Figure 1: Charlie SHAP plot to determine feature importance.

Developing a Framework for Identifying Misinformation Spreaders:

Current techniques for finding misinformation posts on social media sites like Twitter frequently overlook user-level detection. It is insufficient to label a user as a disseminator of false information based solely on one post. Our research focused on the creation of an advanced automated classification system. This system seamlessly integrates data gathered from a multitude of posts and networks, ultimately yielding significantly more accurate results (Figure 2). We define rumor spreaders as those users who are often engaged in spreading rumors. Identifying possible rumor spreaders is important, as they could be the potential source of misinformation propagation. We use the PHEME dataset, which contains rumor and non-rumor tweets about five incidents that occurred between 2014 and 2015. In order to transform the tweets dataset into a rumor spreaders dataset, one of the techniques we utilize is the weak supervised learning technique, which is a branch of machine learning used to label the unannotated data using few or noisy labels in order to avoid the expensive task of manual annotation of the data. After the data transformation step, we leverage the following three distinct features for classifying possible rumor spreaders: user, text, and network features. In order to capture the network properties, we employ a Graph Neural Network (GNN) based approach for identifying possible rumor spreaders.

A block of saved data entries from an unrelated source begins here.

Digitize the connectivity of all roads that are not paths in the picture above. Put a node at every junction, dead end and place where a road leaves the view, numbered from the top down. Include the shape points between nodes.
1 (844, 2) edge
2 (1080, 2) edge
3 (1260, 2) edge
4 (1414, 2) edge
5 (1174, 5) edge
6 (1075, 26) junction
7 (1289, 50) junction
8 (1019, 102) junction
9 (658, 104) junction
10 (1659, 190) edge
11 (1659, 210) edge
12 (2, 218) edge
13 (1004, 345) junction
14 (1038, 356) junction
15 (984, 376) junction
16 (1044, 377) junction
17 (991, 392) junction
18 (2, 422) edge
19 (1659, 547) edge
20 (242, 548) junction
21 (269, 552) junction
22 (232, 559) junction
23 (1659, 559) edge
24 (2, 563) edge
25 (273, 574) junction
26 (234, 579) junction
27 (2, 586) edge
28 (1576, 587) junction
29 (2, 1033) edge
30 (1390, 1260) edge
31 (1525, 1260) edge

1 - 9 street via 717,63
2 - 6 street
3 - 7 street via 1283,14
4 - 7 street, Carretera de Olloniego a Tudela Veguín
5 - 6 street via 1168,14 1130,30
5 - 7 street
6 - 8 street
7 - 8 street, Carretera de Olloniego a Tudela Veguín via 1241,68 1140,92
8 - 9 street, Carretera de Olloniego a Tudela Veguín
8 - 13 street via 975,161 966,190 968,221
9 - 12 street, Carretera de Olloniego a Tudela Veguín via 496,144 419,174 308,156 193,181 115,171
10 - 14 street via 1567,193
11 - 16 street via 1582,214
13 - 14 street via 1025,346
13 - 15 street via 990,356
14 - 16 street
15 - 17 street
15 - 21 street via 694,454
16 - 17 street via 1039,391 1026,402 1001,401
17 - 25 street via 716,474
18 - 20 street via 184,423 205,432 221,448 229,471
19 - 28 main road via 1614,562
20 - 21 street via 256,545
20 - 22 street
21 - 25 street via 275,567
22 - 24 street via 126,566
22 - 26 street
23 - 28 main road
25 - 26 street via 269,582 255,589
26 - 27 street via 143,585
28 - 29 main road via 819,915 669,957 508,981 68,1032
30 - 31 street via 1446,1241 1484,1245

By using this strategy, we were able to beat out the existing models currently in use and obtain a high F1-Score of up to 0.864. Refer to the paper for more details.

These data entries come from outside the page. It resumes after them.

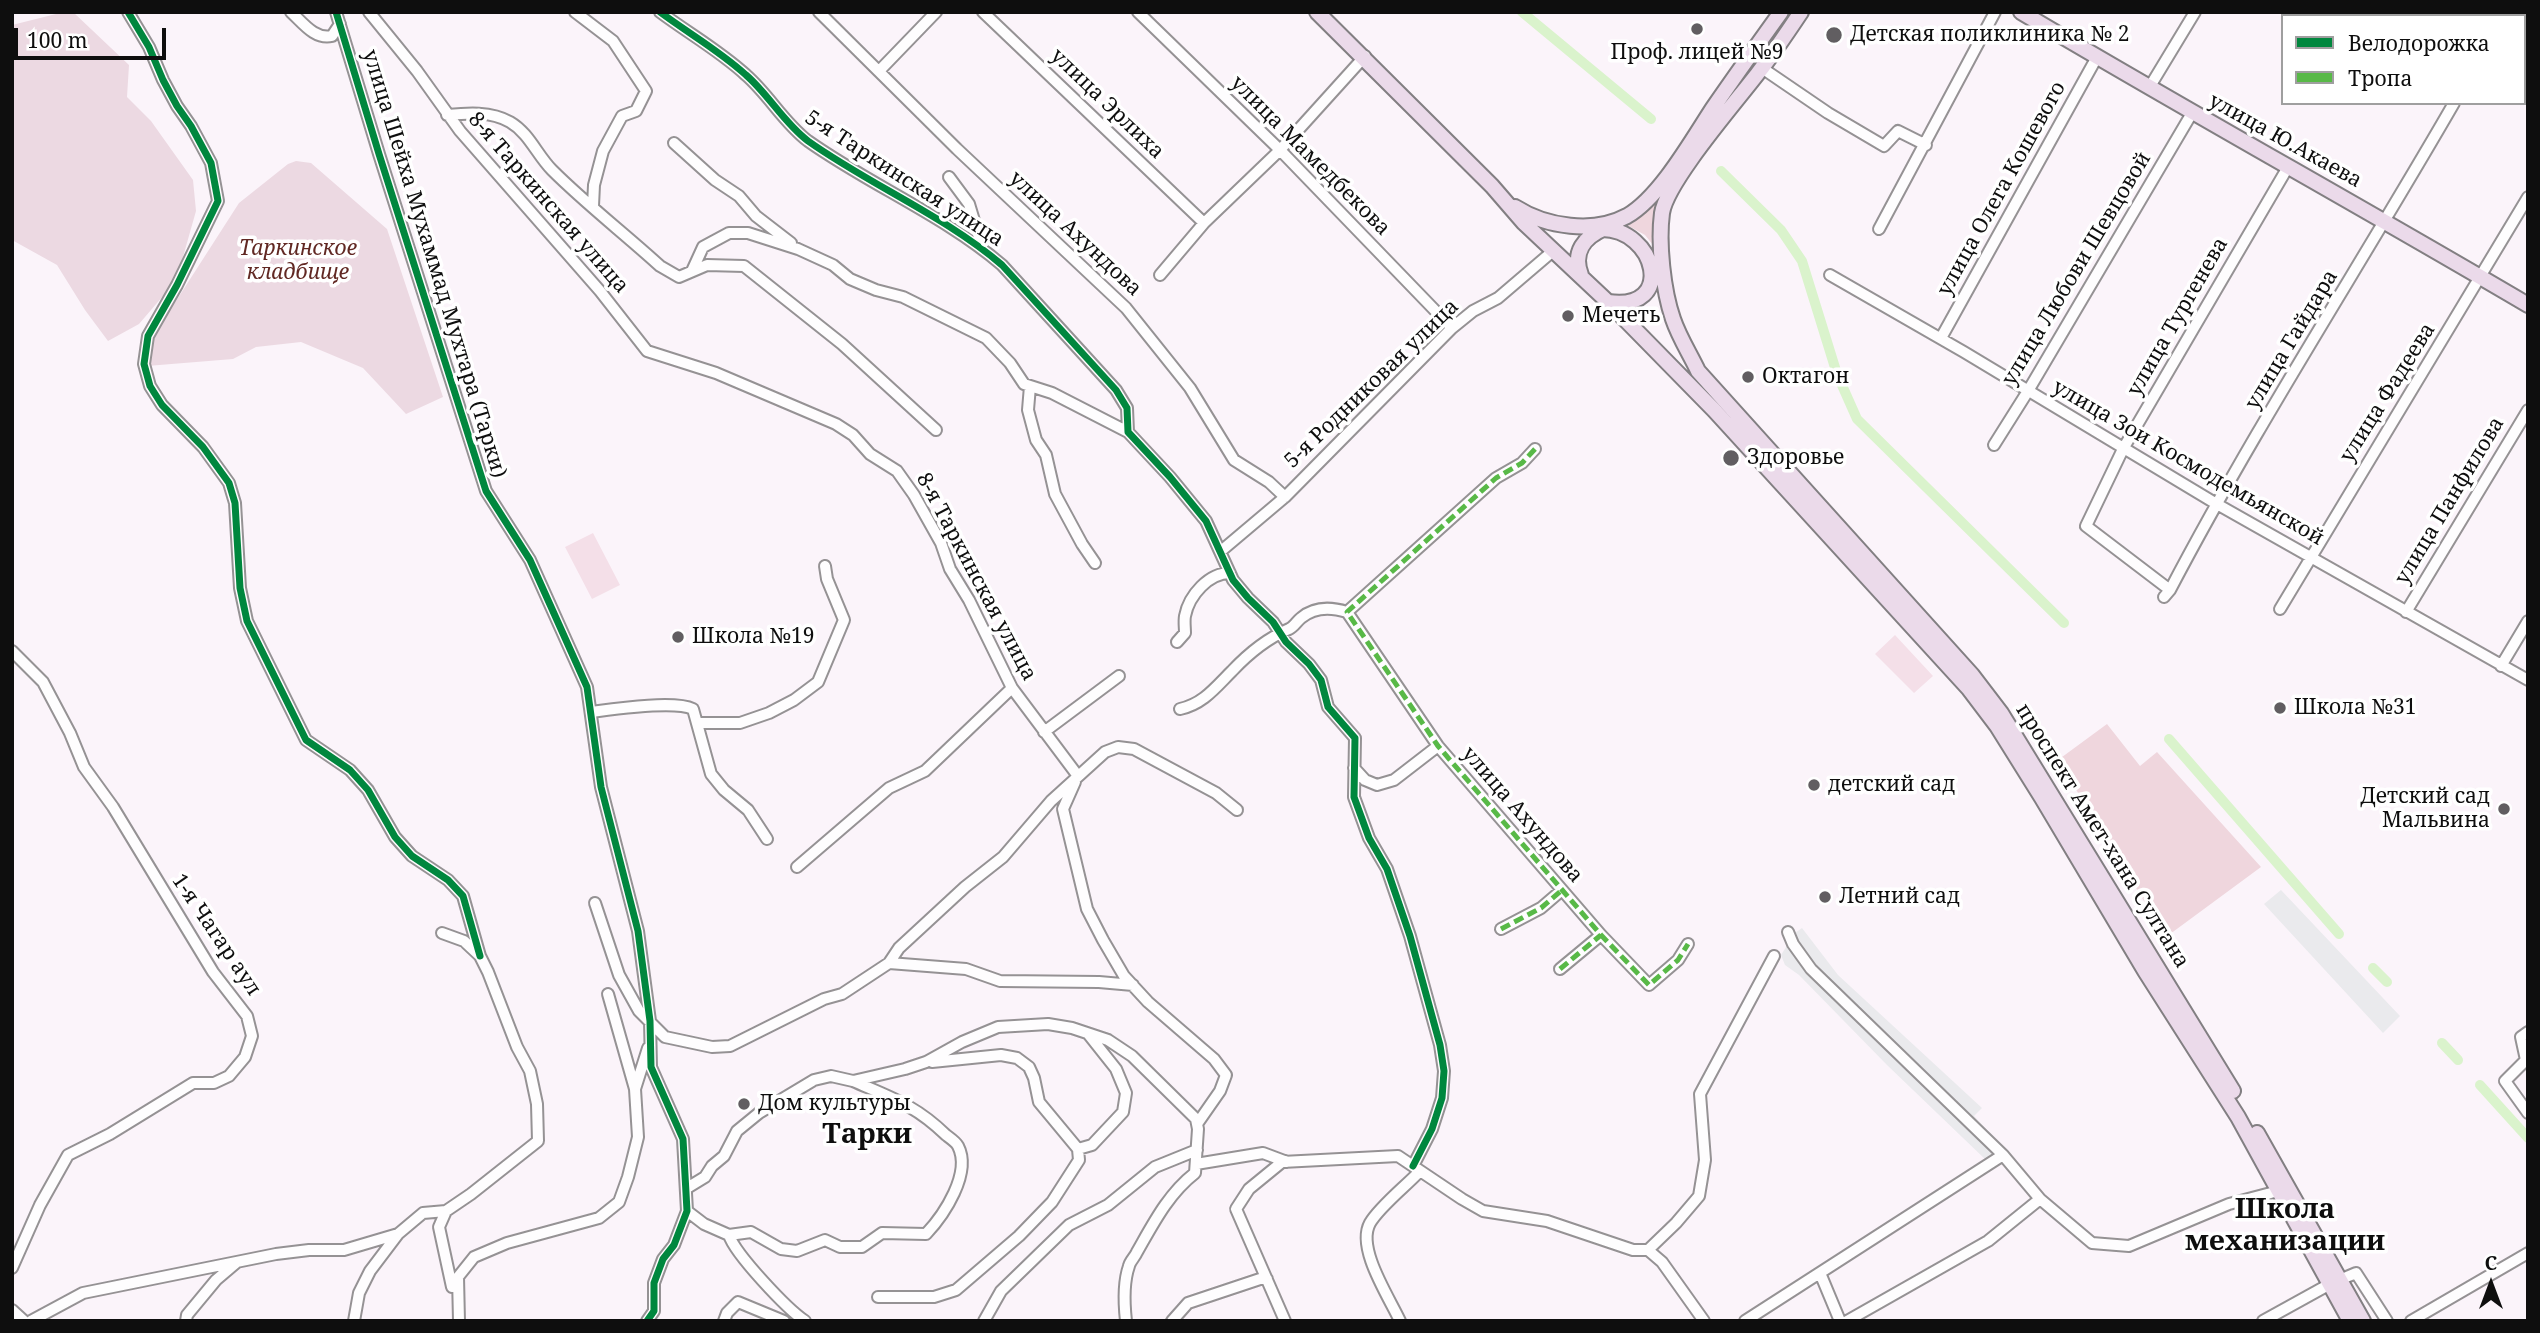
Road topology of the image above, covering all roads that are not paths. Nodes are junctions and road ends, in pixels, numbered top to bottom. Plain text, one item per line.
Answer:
1 (128, 12) edge
2 (291, 12) edge
3 (369, 12) edge
4 (575, 12) edge
5 (660, 12) edge
6 (819, 12) edge
7 (936, 12) edge
8 (983, 12) edge
9 (1138, 12) edge
10 (1318, 12) edge
11 (1781, 12) edge
12 (1801, 12) edge
13 (1995, 12) edge
14 (2021, 12) edge
15 (2194, 12) edge
16 (338, 18) edge
17 (1365, 57) junction
18 (2097, 57) junction
19 (1762, 68) junction
20 (880, 70) junction
21 (2150, 88) junction
22 (2453, 105) edge
23 (2192, 113) junction
24 (447, 115) junction
25 (674, 143) dead end
26 (1926, 145) junction
27 (1280, 150) junction
28 (2288, 167) junction
29 (949, 177) dead end
30 (2528, 197) edge
31 (593, 206) junction
32 (1525, 218) junction
33 (2386, 221) junction
34 (1204, 223) junction
35 (1607, 227) junction
36 (1880, 229) dead end
37 (982, 247) junction
38 (798, 249) junction
39 (1553, 251) junction
40 (1660, 270) junction
41 (692, 271) junction
42 (1160, 275) dead end
43 (1830, 275) dead end
44 (2481, 277) junction
45 (1583, 279) junction
46 (1608, 302) junction
47 (2528, 305) edge
48 (1452, 328) junction
49 (1941, 338) junction
50 (1030, 386) junction
51 (2028, 391) junction
52 (1718, 404) junction
53 (2528, 410) edge
54 (936, 430) dead end
55 (1128, 432) junction
56 (1994, 444) dead end
57 (1535, 449) dead end
58 (2123, 449) junction
59 (1285, 497) junction
60 (2215, 503) junction
61 (1221, 551) junction
62 (2309, 557) junction
63 (1095, 563) dead end
64 (825, 566) dead end
65 (1230, 573) junction
66 (2167, 593) joint
67 (2280, 609) dead end
68 (1347, 612) junction
69 (2406, 612) junction
70 (2528, 621) edge
71 (1280, 631) junction
72 (1177, 642) dead end
73 (12, 651) edge
74 (2501, 666) junction
75 (1119, 676) dead end
76 (2528, 680) edge
77 (1012, 688) junction
78 (1180, 709) dead end
79 (591, 712) junction
80 (697, 723) junction
81 (1044, 732) junction
82 (1438, 746) junction
83 (1354, 768) junction
84 (1078, 776) junction
85 (1237, 810) dead end
86 (767, 839) dead end
87 (797, 867) dead end
88 (1562, 890) junction
89 (595, 903) dead end
90 (1501, 929) dead end
91 (1788, 932) dead end
92 (442, 933) dead end
93 (1601, 935) junction
94 (1688, 944) dead end
95 (480, 956) junction
96 (1774, 956) dead end
97 (889, 962) junction
98 (1560, 969) dead end
99 (1133, 985) junction
100 (608, 994) dead end
101 (650, 1021) junction
102 (2528, 1032) edge
103 (1089, 1035) junction
104 (650, 1039) junction
105 (926, 1062) junction
106 (853, 1081) junction
107 (635, 1089) junction
108 (2528, 1113) edge
109 (1197, 1124) junction
110 (1078, 1149) junction
111 (1198, 1150) junction
112 (2003, 1154) junction
113 (1287, 1162) junction
114 (1196, 1164) junction
115 (1416, 1169) junction
116 (687, 1188) junction
117 (2283, 1190) junction
118 (2040, 1199) junction
119 (446, 1210) junction
120 (687, 1211) junction
121 (398, 1234) junction
122 (729, 1235) junction
123 (1648, 1250) junction
124 (2528, 1253) edge
125 (15, 1256) edge
126 (238, 1262) junction
127 (12, 1268) edge
128 (1820, 1273) junction
129 (1267, 1279) junction
130 (2335, 1281) junction
131 (878, 1297) dead end
132 (12, 1310) edge
133 (802, 1320) edge
134 (1700, 1320) edge
135 (24, 1321) edge
136 (31, 1321) edge
137 (186, 1321) edge
138 (354, 1321) edge
139 (459, 1321) edge
140 (647, 1321) edge
141 (724, 1321) edge
142 (784, 1321) edge
143 (984, 1321) edge
144 (1126, 1321) edge
145 (1172, 1321) edge
146 (1285, 1321) edge
147 (1400, 1321) edge
148 (1745, 1321) edge
149 (1840, 1321) edge
150 (1847, 1321) edge
151 (2263, 1321) edge
152 (2350, 1321) edge
153 (2363, 1321) edge
154 (2387, 1321) edge
155 (2411, 1321) edge

1 - 95 street
2 - 16 street, улица Шейха Мухаммад Мухтара (Тарки)
3 - 24 street, 8-я Таркинская улица
4 - 31 street
5 - 37 street, 5-я Таркинская улица
6 - 20 street, улица Ахундова
7 - 20 street
8 - 34 street, улица Эрлиха
9 - 27 street, улица Мамедбекова
10 - 17 main road
11 - 35 main road
12 - 19 main road
13 - 26 street
14 - 18 main road, улица Ю.Акаева
15 - 21 street
16 - 79 street, улица Шейха Мухаммад Мухтара (Тарки)
17 - 27 street
17 - 32 main road
18 - 21 main road, улица Ю.Акаева
18 - 49 street, улица Олега Кошевого
19 - 26 street
19 - 40 main road
20 - 59 street, улица Ахундова
21 - 23 main road, улица Ю.Акаева
22 - 33 street, улица Гайдара
23 - 28 main road, улица Ю.Акаева
23 - 51 street, улица Любови Шевцовой
24 - 31 street
24 - 77 street, 8-я Таркинская улица
25 - 38 street
26 - 36 street
27 - 34 street
27 - 48 street, улица Мамедбекова
28 - 33 main road, улица Ю.Акаева
28 - 58 street, улица Тургенева
29 - 37 street
30 - 44 street, улица Фадеева
31 - 41 street
32 - 35 main road
32 - 39 main road
33 - 44 main road, улица Ю.Акаева
33 - 60 street, улица Гайдара
34 - 42 street
35 - 40 main road
35 - 45 main road
37 - 55 street, 5-я Таркинская улица
38 - 41 street
38 - 50 street
39 - 45 main road
39 - 48 street, 5-я Родниковая улица
40 - 46 main road
40 - 52 main road
41 - 54 street
43 - 49 street, улица Зои Космодемьянской
44 - 47 main road, улица Ю.Акаева
44 - 62 street, улица Фадеева
45 - 46 main road
46 - 52 main road
48 - 59 street, 5-я Родниковая улица
49 - 51 street, улица Зои Космодемьянской
50 - 55 street
50 - 63 street
51 - 56 street, улица Любови Шевцовой
51 - 58 street, улица Зои Космодемьянской
52 - 117 main road
53 - 69 street, улица Панфилова
55 - 61 street
57 - 68 street
58 - 60 street, улица Зои Космодемьянской
58 - 66 street, улица Тургенева
59 - 61 street, 5-я Родниковая улица
60 - 62 street, улица Зои Космодемьянской
60 - 66 street, улица Гайдара
61 - 65 street
62 - 67 street, улица Фадеева
62 - 69 street, улица Зои Космодемьянской
64 - 80 street
65 - 71 street
65 - 72 street
68 - 71 street
68 - 82 street, улица Ахундова
69 - 74 street, улица Зои Космодемьянской
70 - 74 street
71 - 78 street
71 - 83 street
73 - 125 street, 1-я Чагар аул
74 - 76 street, улица Зои Космодемьянской
75 - 81 street
77 - 81 street, 8-я Таркинская улица
77 - 87 street
79 - 80 street
79 - 101 street, улица Шейха Мухаммад Мухтара (Тарки)
80 - 86 street
81 - 84 street, 8-я Таркинская улица
82 - 83 street
82 - 88 street, улица Ахундова
83 - 115 street
84 - 85 street
84 - 97 street
84 - 99 street
88 - 90 street
88 - 93 street, улица Ахундова
89 - 101 street
91 - 112 street
92 - 95 street
93 - 94 street, улица Ахундова
93 - 98 street
95 - 119 street
96 - 123 street
97 - 99 street
97 - 101 street
99 - 109 street
100 - 107 street
101 - 104 street, улица Шейха Мухаммад Мухтара (Тарки)
102 - 108 street
103 - 105 street
103 - 109 street
103 - 110 street
104 - 107 street
104 - 116 street, улица Шейха Мухаммад Мухтара (Тарки)
105 - 106 street
105 - 110 street
106 - 116 street
106 - 122 street
107 - 139 street
109 - 111 street
110 - 131 street
111 - 114 street
111 - 143 street
112 - 118 street
112 - 128 street
113 - 114 street
113 - 115 street
113 - 129 street
114 - 144 street
115 - 123 street
115 - 147 street
116 - 120 street, улица Шейха Мухаммад Мухтара (Тарки)
117 - 118 street
117 - 130 main road
118 - 150 street
119 - 121 street
119 - 139 street
120 - 122 street
120 - 140 street, улица Шейха Мухаммад Мухтара (Тарки)
121 - 126 street
121 - 138 street
122 - 133 street
123 - 134 street
124 - 155 street
125 - 127 street, 1-я Чагар аул
126 - 136 street
126 - 137 street
128 - 148 street
128 - 149 street
129 - 145 street
129 - 146 street
130 - 151 street
130 - 152 main road
130 - 153 main road
130 - 154 street
132 - 135 street
141 - 142 street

Figure 2: Framework to identify Misinformation Spreaders

Carrying Out Effective Counter Misinformation Measures:

We provide a plan of action strategy that involves an automated refutation of misinformation at scale in order to reduce the propagation of misinformation on social media. This strategy makes use of fact-checked data repositories and social media data. We investigate two complementary approaches to recognize misinformation posts at both early and later stages of propagation, with a focus on Twitter and the COVID-19 topic (Figure 3). Our suggested approach goes beyond the restrictions of existing approaches that can only handle one stage or the other. Our rebuttal system can prevent the spread of misinformation more effectively overall because it addresses both stages. Specifically, it leverages two publicly available datasets, viz. FaCov (fact-checked articles) and misleading (social media Twitter) data on COVID-19. The first identifies and reuses existing related but factual/non-misleading tweets by other users as recommended counter tweets. This is the baseline approach that can be used even when fact-checking websites are yet to carry out the vetting exercise for a given misinformation or while such articles are identified and matched by our second approach. The second recommends fact-checking articles (subject to availability) from various fact-checking sites. This provides users with verified, reliable, and more comprehensive information from reputable sources to counter the misinformation. By utilizing both of these automation complementary approaches in tandem, we create a scalable rebuttal pipeline to combat misinformation on social media.

Figure 3: Automated Misinformation Rebuttal

Conclusion:

To summarize, the goal of my research is to create a thorough AI-based system to battle misinformation in the digital age. So far, my work involves focusing on three key dimensions, namely, characterizing misinformation content, developing a user-level detection framework, and implementing effective counter misinformation measures. We also give user privacy the utmost consideration in all of our work. Our study is important to the scientific community because it addresses the pressing issue of misinformation proliferation in the contemporary digital environment and provides a thorough strategy to combat it, ensuring a more educated and responsible use of information.